-- Dataset records follows --

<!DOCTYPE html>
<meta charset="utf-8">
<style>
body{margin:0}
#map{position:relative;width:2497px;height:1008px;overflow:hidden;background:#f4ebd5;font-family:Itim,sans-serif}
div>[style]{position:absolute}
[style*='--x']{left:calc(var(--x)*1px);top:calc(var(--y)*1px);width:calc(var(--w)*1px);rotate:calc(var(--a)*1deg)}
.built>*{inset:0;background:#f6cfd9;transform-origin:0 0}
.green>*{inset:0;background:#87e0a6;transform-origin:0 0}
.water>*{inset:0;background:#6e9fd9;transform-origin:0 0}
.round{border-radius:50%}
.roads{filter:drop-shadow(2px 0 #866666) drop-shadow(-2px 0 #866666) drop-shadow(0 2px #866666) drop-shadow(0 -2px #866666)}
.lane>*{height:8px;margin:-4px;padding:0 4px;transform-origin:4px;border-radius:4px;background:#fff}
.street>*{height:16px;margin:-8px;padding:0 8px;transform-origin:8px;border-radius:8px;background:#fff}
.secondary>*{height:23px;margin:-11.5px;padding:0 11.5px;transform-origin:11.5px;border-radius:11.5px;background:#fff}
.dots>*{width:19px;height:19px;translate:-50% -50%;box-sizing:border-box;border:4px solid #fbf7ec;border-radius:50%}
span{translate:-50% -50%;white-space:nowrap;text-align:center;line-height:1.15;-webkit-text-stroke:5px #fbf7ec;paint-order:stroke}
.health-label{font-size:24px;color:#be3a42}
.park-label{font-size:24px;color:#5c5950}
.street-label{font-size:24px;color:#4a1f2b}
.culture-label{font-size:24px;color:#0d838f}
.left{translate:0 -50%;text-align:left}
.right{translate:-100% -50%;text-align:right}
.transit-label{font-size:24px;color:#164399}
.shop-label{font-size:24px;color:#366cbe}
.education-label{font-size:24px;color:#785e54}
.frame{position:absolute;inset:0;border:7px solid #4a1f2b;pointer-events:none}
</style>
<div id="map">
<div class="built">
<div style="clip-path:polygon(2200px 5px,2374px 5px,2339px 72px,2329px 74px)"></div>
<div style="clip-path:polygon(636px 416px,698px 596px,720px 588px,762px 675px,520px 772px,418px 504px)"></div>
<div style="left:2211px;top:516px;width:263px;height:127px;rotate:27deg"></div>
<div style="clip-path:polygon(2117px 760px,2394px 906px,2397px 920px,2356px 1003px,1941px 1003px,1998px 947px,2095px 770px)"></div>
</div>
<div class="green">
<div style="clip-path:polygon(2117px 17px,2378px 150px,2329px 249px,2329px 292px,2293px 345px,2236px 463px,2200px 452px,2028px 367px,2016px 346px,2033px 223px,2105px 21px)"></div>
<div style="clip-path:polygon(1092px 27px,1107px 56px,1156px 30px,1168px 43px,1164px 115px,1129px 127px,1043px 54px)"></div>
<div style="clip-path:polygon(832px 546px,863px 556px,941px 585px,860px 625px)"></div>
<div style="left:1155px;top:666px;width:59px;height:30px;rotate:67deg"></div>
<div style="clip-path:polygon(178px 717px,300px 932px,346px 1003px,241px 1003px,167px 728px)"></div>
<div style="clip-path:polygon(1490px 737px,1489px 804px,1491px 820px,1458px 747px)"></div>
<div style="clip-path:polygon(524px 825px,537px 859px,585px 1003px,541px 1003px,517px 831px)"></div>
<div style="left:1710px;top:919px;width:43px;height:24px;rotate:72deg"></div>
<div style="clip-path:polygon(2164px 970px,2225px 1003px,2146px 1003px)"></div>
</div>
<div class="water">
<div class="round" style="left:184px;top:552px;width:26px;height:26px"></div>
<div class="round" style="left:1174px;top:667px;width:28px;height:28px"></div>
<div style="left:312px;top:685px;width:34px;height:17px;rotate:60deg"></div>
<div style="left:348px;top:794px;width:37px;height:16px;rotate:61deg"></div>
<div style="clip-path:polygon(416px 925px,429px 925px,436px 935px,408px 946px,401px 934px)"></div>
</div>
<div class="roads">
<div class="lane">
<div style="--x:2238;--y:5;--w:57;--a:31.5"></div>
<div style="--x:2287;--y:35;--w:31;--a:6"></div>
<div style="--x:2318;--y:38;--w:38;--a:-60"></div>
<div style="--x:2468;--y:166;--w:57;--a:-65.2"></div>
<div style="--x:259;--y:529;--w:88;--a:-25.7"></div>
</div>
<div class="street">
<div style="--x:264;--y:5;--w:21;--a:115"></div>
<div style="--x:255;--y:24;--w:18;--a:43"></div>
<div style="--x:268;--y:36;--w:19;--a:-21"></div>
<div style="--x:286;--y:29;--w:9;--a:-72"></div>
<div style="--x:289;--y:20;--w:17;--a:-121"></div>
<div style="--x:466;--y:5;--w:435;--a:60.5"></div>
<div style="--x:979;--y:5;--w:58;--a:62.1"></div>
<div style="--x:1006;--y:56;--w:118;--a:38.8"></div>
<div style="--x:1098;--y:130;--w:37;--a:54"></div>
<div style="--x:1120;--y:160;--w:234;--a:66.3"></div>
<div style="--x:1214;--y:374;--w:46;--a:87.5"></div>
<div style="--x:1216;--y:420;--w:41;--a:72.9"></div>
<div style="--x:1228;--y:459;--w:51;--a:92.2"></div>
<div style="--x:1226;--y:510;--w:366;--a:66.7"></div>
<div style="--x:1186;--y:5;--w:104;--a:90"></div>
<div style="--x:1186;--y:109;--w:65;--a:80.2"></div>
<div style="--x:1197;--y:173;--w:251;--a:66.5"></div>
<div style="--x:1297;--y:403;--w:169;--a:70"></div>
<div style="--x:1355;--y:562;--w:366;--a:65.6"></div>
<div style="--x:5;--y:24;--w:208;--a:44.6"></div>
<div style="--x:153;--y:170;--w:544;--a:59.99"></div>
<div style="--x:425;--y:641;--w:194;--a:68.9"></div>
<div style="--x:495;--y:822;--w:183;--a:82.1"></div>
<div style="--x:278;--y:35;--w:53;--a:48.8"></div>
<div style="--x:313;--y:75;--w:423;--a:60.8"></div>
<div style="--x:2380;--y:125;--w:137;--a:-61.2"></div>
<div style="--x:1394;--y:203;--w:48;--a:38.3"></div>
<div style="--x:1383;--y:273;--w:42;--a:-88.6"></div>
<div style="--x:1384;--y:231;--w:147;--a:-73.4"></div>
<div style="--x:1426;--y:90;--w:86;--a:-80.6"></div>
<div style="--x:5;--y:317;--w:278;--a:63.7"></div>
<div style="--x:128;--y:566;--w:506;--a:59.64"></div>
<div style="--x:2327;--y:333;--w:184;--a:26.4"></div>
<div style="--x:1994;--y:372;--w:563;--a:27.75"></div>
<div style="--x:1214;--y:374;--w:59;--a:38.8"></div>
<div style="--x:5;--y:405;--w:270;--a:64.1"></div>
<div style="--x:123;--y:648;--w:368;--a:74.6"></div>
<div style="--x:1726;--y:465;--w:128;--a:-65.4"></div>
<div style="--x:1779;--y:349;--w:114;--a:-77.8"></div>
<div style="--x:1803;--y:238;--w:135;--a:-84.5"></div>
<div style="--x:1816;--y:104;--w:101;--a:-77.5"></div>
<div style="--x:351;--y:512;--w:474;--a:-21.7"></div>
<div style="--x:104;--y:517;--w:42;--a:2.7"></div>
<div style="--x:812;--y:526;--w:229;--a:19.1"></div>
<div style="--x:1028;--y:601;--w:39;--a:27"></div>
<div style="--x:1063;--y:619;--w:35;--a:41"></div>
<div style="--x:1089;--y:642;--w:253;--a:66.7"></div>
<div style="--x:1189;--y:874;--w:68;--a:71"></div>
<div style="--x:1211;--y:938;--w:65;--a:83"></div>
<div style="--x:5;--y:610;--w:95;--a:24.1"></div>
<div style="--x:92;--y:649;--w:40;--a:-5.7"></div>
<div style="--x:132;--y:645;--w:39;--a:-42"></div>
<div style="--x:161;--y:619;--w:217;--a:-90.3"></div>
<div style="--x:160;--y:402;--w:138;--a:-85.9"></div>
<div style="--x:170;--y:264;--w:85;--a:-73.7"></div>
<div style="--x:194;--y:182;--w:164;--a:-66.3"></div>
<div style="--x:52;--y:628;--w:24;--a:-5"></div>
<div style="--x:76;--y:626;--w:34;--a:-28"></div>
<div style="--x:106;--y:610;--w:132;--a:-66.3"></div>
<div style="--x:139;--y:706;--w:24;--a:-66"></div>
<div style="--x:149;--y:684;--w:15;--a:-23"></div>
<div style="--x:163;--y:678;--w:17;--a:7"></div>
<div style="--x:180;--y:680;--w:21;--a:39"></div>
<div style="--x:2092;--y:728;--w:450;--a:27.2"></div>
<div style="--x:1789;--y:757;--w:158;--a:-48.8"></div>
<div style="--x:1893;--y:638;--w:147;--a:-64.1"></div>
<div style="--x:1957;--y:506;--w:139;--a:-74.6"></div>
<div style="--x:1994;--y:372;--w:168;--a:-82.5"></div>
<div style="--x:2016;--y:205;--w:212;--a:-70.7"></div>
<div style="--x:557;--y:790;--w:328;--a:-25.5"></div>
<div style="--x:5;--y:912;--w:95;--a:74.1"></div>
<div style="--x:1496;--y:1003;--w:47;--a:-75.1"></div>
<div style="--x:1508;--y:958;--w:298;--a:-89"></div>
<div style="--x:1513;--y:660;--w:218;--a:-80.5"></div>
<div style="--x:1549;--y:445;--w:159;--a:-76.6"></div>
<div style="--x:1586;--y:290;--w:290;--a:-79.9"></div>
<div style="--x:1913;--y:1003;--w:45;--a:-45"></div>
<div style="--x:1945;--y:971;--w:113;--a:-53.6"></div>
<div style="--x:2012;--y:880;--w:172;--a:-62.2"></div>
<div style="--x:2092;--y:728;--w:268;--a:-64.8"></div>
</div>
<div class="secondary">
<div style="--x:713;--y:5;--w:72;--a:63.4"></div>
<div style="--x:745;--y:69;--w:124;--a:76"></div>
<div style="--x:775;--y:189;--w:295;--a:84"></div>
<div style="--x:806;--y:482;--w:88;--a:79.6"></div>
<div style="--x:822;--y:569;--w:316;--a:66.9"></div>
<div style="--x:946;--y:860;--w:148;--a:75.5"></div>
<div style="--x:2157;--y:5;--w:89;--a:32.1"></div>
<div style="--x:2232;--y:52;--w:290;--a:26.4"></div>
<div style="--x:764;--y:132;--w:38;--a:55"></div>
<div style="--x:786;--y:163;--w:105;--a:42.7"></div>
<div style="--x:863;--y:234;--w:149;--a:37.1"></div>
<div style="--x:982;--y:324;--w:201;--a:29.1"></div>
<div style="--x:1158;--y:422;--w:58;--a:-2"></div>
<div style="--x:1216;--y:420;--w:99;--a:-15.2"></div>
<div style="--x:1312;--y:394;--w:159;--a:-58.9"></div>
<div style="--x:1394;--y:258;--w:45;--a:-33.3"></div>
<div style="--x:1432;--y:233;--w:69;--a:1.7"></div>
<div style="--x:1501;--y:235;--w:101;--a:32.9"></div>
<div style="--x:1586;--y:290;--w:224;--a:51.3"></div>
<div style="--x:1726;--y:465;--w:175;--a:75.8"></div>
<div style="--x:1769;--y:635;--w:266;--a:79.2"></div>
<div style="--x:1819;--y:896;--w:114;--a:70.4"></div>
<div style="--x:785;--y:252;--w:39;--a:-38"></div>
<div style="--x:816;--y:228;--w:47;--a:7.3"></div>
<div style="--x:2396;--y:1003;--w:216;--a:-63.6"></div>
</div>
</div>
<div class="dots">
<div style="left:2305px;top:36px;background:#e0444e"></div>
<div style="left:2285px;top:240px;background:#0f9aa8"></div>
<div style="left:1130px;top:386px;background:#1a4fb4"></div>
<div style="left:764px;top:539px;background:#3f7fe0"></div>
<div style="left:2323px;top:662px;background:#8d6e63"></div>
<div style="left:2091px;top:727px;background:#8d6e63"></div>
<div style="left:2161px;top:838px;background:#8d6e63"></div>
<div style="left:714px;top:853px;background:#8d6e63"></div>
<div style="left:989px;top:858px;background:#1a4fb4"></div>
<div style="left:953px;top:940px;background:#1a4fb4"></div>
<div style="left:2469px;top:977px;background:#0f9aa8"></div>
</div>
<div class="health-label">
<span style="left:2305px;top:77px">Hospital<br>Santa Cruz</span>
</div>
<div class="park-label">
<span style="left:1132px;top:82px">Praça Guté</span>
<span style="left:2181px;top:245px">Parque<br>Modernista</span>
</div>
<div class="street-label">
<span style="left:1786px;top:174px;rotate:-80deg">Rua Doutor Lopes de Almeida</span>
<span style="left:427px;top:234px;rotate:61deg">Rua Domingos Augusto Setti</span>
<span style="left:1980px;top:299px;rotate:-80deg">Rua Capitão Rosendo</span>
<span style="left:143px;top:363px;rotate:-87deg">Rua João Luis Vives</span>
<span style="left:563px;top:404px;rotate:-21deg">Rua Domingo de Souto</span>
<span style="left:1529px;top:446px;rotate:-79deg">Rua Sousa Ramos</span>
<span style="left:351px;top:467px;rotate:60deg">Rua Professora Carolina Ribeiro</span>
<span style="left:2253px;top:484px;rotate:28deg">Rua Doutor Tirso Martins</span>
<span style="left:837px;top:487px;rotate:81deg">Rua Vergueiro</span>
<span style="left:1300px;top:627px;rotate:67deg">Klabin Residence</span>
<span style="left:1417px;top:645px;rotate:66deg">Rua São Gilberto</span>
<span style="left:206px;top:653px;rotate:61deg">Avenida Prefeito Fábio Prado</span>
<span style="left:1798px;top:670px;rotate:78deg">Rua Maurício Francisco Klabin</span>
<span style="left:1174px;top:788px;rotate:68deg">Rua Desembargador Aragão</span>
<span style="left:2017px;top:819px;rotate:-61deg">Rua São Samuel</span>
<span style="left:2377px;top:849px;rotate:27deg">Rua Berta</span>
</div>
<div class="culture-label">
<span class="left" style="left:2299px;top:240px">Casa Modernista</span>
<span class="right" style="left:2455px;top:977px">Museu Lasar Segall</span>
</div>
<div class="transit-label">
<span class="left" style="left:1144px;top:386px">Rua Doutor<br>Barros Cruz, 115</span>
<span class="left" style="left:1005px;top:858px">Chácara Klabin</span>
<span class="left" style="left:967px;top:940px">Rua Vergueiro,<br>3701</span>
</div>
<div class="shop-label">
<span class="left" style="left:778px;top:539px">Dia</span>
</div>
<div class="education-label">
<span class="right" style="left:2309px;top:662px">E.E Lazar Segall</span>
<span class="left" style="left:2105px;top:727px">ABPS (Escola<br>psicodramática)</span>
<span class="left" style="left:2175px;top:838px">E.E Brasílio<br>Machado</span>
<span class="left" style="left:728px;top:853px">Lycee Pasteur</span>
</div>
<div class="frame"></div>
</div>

-- Dataset records concluded --

● What this task involves: Give nothing but the count of lines in the listing above that hold the string "built".

● Answer for this exercise: 2